I've always hated those mailers. What idiot puts a damageable disc in the mail in a flimsy paper envelope? It's a stupid idea from the beginning, and as much as I enjoy the service, the design of the mailers proves that the company cares less about its customers' satisfaction than about making the service as cheap as possible to run, even if it means pissed off customers. (See the whole throttling scandal for more proof.)

And Mister Marker: those discs do not arrive scratched because of the Post Office. If the mailer's intact, then the discs haven't been touched during shipping. You can blame all those scratched, unreadable discs on asshole CUSTOMERS who refuse to take care of them. I saw the exact same thing when I worked in a video store - people tend to think DVDs are indestructible, so they toss them around, don't clean them, and generally treat them like shit. So be kind to your discs, and help pass the good karma around!

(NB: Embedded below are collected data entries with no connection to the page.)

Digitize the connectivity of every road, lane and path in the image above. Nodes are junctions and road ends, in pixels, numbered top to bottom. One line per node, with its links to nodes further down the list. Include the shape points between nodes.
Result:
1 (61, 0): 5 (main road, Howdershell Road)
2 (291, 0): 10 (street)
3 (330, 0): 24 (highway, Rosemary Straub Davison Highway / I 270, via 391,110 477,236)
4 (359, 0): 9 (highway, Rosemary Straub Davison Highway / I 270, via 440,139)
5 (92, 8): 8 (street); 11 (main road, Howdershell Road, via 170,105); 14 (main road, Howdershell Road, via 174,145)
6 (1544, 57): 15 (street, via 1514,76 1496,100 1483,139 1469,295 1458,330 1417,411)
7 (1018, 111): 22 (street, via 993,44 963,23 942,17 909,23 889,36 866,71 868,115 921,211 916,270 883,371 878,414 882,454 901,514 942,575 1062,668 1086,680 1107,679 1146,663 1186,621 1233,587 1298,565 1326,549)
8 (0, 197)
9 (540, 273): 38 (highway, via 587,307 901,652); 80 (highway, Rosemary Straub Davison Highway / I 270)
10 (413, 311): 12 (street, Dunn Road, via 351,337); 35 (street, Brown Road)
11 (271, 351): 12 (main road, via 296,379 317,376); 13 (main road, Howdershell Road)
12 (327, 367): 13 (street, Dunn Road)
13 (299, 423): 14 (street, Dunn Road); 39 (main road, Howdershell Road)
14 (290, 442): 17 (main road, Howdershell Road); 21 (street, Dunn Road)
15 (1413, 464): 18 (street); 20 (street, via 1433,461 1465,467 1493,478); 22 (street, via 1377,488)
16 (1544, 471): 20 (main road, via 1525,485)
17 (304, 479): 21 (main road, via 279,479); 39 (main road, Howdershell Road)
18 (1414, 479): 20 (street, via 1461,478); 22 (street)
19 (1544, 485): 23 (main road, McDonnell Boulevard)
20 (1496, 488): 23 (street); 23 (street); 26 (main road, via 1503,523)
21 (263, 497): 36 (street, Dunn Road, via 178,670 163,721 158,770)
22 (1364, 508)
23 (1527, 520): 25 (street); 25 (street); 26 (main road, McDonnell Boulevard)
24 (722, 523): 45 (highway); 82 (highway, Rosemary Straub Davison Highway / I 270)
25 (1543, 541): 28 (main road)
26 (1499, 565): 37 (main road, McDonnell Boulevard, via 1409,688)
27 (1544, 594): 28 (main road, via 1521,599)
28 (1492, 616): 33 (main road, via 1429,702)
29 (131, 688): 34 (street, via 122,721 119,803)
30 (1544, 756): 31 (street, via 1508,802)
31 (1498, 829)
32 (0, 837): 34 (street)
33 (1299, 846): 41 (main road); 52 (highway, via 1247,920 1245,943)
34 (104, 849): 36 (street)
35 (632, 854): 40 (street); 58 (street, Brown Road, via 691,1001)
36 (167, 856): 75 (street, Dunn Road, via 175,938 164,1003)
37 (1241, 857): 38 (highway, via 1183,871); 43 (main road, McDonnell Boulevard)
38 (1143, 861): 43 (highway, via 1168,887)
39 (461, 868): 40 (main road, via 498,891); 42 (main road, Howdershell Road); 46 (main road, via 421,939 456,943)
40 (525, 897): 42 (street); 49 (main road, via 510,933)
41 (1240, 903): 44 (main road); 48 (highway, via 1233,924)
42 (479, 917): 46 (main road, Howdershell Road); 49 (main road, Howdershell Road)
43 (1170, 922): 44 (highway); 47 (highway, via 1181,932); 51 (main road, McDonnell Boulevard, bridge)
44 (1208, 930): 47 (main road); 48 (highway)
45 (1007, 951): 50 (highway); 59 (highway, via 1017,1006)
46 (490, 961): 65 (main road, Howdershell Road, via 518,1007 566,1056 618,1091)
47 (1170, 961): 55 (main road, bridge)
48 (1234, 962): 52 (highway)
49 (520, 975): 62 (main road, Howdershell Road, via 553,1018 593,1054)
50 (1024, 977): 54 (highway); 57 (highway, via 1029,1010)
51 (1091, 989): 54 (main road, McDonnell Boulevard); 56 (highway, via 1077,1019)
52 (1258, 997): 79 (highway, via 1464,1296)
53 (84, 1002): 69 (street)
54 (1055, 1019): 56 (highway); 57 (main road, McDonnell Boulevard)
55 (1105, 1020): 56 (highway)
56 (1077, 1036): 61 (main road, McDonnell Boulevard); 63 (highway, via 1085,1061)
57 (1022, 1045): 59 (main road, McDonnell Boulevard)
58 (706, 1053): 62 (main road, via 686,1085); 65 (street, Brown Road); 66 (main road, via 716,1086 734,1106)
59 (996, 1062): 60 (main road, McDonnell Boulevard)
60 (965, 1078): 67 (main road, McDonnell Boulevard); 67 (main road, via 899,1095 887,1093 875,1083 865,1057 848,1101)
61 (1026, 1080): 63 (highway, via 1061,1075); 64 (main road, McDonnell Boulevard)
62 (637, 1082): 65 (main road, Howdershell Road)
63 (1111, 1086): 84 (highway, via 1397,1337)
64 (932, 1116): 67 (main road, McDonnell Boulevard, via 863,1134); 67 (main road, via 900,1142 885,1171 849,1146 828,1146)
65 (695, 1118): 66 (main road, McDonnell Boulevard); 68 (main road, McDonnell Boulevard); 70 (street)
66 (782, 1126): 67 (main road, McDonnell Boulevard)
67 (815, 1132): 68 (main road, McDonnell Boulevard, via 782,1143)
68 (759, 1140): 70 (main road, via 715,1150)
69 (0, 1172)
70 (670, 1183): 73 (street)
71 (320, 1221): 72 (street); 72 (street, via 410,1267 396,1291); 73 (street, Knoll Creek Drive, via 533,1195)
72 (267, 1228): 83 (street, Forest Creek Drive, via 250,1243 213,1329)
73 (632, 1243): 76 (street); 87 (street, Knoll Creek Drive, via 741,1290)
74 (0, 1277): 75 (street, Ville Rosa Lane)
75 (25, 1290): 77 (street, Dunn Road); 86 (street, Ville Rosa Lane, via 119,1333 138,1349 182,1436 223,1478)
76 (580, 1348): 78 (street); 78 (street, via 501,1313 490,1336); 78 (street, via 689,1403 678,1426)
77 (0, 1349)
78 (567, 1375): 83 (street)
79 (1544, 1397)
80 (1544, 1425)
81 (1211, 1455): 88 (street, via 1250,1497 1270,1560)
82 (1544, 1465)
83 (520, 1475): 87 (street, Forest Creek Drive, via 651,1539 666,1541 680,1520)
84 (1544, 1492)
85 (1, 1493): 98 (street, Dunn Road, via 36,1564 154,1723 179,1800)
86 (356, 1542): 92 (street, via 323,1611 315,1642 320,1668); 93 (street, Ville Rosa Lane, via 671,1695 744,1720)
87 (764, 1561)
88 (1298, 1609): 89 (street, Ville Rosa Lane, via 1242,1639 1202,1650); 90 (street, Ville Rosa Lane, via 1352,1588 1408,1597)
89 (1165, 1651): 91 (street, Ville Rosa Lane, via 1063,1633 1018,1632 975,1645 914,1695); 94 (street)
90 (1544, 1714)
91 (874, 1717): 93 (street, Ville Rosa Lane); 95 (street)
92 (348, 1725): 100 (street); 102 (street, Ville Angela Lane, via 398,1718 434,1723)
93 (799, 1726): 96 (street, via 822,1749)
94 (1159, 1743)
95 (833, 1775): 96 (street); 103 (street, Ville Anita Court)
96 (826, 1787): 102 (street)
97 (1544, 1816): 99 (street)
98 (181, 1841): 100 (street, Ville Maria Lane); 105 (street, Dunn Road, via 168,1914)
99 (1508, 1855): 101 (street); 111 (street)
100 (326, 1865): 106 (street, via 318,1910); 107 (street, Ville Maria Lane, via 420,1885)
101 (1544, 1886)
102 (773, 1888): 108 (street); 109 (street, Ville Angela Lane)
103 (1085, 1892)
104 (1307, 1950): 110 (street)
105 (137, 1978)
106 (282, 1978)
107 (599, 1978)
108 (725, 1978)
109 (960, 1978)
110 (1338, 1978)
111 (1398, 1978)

Wednesday, December 5, 2007 05:58 PM

Why the USPS, anyway?

I'm a former Postal Service and UPS employee, and the amount of waste generated by Netflix is a drop in the bucket compared to everything else the USPS does day in and day out. It's the world's least efficient bureaucracy.

Given that everything other than first class mail can be legally delivered by private companies, I can't help but wonder why the federal government is still in the mail business at all.

The private carriers pay better, treat their people better, and are more efficient from pickup to delivery. Why is the government in competition with private companies?

Thursday, December 6, 2007 05:38 AM

"Why is the government in competition with private companies?"

Because we can't depend on private companies to do things which hurt their bottom line. Driving to millions upon millions of homes six days a week is the antithesis of "efficiency", especially when gas is $3+ a gallon.

At some point a private co will decide it's inefficient to deliver mail to the middle of nowhere or a new exurb or a "dangerous" neighborhood, and stop doing it.

Now if you want to discuss raising junk mail rate,s and not having the USPS be beholden to those business interests, that's another matter. If our two-cat, no-kid household gets a kid's toy/cloting catalog every day, it is defacto too cheap to send that crap out.